- GOAL OF THE EXERCISE
Every record is to be printed exactly as it appears.

- EXERCISE MATERIALS

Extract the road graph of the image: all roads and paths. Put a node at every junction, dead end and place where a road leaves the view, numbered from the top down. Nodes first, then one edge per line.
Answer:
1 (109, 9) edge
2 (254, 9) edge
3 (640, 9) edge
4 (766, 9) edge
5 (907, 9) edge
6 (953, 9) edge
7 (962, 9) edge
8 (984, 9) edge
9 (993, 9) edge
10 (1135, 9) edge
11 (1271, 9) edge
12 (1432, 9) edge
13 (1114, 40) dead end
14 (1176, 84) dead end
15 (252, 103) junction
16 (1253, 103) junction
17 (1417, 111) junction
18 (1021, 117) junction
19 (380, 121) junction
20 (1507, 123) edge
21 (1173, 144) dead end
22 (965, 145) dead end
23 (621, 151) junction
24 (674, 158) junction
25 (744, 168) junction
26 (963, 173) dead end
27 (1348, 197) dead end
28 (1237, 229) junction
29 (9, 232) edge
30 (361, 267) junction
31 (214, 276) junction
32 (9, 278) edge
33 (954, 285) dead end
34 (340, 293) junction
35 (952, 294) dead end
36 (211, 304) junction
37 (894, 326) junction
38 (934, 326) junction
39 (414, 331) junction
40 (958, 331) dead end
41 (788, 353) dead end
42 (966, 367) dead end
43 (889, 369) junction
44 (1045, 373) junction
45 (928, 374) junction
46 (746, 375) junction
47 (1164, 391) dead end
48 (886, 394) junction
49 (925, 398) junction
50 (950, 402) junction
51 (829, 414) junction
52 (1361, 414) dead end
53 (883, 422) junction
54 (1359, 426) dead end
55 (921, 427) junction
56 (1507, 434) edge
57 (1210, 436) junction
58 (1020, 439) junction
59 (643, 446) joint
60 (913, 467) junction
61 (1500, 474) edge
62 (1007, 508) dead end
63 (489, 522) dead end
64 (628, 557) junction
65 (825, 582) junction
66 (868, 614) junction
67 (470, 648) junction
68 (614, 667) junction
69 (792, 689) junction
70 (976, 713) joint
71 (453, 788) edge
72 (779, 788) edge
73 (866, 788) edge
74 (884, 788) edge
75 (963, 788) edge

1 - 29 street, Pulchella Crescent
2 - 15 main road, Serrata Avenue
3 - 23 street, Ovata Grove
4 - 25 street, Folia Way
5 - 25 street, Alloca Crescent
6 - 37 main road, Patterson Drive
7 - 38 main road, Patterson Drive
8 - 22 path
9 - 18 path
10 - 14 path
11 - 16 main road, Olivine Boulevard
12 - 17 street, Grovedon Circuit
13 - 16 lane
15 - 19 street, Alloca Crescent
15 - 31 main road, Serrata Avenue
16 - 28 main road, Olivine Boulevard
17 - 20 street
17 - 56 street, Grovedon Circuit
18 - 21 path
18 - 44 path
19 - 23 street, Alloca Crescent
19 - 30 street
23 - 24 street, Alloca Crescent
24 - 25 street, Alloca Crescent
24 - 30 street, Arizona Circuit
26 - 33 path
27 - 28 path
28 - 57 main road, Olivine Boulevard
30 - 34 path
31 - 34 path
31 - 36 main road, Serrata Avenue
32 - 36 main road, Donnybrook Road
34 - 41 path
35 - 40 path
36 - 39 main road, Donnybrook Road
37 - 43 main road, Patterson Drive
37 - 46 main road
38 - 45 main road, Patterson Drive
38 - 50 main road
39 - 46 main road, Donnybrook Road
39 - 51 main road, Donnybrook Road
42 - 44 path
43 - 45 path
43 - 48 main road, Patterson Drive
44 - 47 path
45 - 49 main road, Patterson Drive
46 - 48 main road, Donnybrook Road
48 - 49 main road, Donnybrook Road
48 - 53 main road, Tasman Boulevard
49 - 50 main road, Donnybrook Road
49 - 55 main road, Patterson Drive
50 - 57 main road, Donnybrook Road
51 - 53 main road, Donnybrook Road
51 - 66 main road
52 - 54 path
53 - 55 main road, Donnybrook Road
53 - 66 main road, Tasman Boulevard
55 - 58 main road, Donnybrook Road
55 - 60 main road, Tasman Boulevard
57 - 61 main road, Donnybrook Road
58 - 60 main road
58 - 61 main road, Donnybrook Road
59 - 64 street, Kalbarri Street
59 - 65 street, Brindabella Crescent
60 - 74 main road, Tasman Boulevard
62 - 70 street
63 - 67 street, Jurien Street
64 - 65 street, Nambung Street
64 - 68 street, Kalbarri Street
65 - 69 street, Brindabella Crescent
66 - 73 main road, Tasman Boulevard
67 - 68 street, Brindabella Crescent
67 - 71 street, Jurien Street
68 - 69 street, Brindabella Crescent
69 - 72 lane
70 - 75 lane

- WRITTEN SOLUTION
Extract the road graph of the image: all roads and paths. Put a node at every junction, dead end and place where a road leaves the view, numbered from the top down. Nodes first, then one edge per line.
Answer:
1 (109, 9) edge
2 (254, 9) edge
3 (640, 9) edge
4 (766, 9) edge
5 (907, 9) edge
6 (953, 9) edge
7 (962, 9) edge
8 (984, 9) edge
9 (993, 9) edge
10 (1135, 9) edge
11 (1271, 9) edge
12 (1432, 9) edge
13 (1114, 40) dead end
14 (1176, 84) dead end
15 (252, 103) junction
16 (1253, 103) junction
17 (1417, 111) junction
18 (1021, 117) junction
19 (380, 121) junction
20 (1507, 123) edge
21 (1173, 144) dead end
22 (965, 145) dead end
23 (621, 151) junction
24 (674, 158) junction
25 (744, 168) junction
26 (963, 173) dead end
27 (1348, 197) dead end
28 (1237, 229) junction
29 (9, 232) edge
30 (361, 267) junction
31 (214, 276) junction
32 (9, 278) edge
33 (954, 285) dead end
34 (340, 293) junction
35 (952, 294) dead end
36 (211, 304) junction
37 (894, 326) junction
38 (934, 326) junction
39 (414, 331) junction
40 (958, 331) dead end
41 (788, 353) dead end
42 (966, 367) dead end
43 (889, 369) junction
44 (1045, 373) junction
45 (928, 374) junction
46 (746, 375) junction
47 (1164, 391) dead end
48 (886, 394) junction
49 (925, 398) junction
50 (950, 402) junction
51 (829, 414) junction
52 (1361, 414) dead end
53 (883, 422) junction
54 (1359, 426) dead end
55 (921, 427) junction
56 (1507, 434) edge
57 (1210, 436) junction
58 (1020, 439) junction
59 (643, 446) joint
60 (913, 467) junction
61 (1500, 474) edge
62 (1007, 508) dead end
63 (489, 522) dead end
64 (628, 557) junction
65 (825, 582) junction
66 (868, 614) junction
67 (470, 648) junction
68 (614, 667) junction
69 (792, 689) junction
70 (976, 713) joint
71 (453, 788) edge
72 (779, 788) edge
73 (866, 788) edge
74 (884, 788) edge
75 (963, 788) edge

1 - 29 street, Pulchella Crescent
2 - 15 main road, Serrata Avenue
3 - 23 street, Ovata Grove
4 - 25 street, Folia Way
5 - 25 street, Alloca Crescent
6 - 37 main road, Patterson Drive
7 - 38 main road, Patterson Drive
8 - 22 path
9 - 18 path
10 - 14 path
11 - 16 main road, Olivine Boulevard
12 - 17 street, Grovedon Circuit
13 - 16 lane
15 - 19 street, Alloca Crescent
15 - 31 main road, Serrata Avenue
16 - 28 main road, Olivine Boulevard
17 - 20 street
17 - 56 street, Grovedon Circuit
18 - 21 path
18 - 44 path
19 - 23 street, Alloca Crescent
19 - 30 street
23 - 24 street, Alloca Crescent
24 - 25 street, Alloca Crescent
24 - 30 street, Arizona Circuit
26 - 33 path
27 - 28 path
28 - 57 main road, Olivine Boulevard
30 - 34 path
31 - 34 path
31 - 36 main road, Serrata Avenue
32 - 36 main road, Donnybrook Road
34 - 41 path
35 - 40 path
36 - 39 main road, Donnybrook Road
37 - 43 main road, Patterson Drive
37 - 46 main road
38 - 45 main road, Patterson Drive
38 - 50 main road
39 - 46 main road, Donnybrook Road
39 - 51 main road, Donnybrook Road
42 - 44 path
43 - 45 path
43 - 48 main road, Patterson Drive
44 - 47 path
45 - 49 main road, Patterson Drive
46 - 48 main road, Donnybrook Road
48 - 49 main road, Donnybrook Road
48 - 53 main road, Tasman Boulevard
49 - 50 main road, Donnybrook Road
49 - 55 main road, Patterson Drive
50 - 57 main road, Donnybrook Road
51 - 53 main road, Donnybrook Road
51 - 66 main road
52 - 54 path
53 - 55 main road, Donnybrook Road
53 - 66 main road, Tasman Boulevard
55 - 58 main road, Donnybrook Road
55 - 60 main road, Tasman Boulevard
57 - 61 main road, Donnybrook Road
58 - 60 main road
58 - 61 main road, Donnybrook Road
59 - 64 street, Kalbarri Street
59 - 65 street, Brindabella Crescent
60 - 74 main road, Tasman Boulevard
62 - 70 street
63 - 67 street, Jurien Street
64 - 65 street, Nambung Street
64 - 68 street, Kalbarri Street
65 - 69 street, Brindabella Crescent
66 - 73 main road, Tasman Boulevard
67 - 68 street, Brindabella Crescent
67 - 71 street, Jurien Street
68 - 69 street, Brindabella Crescent
69 - 72 lane
70 - 75 lane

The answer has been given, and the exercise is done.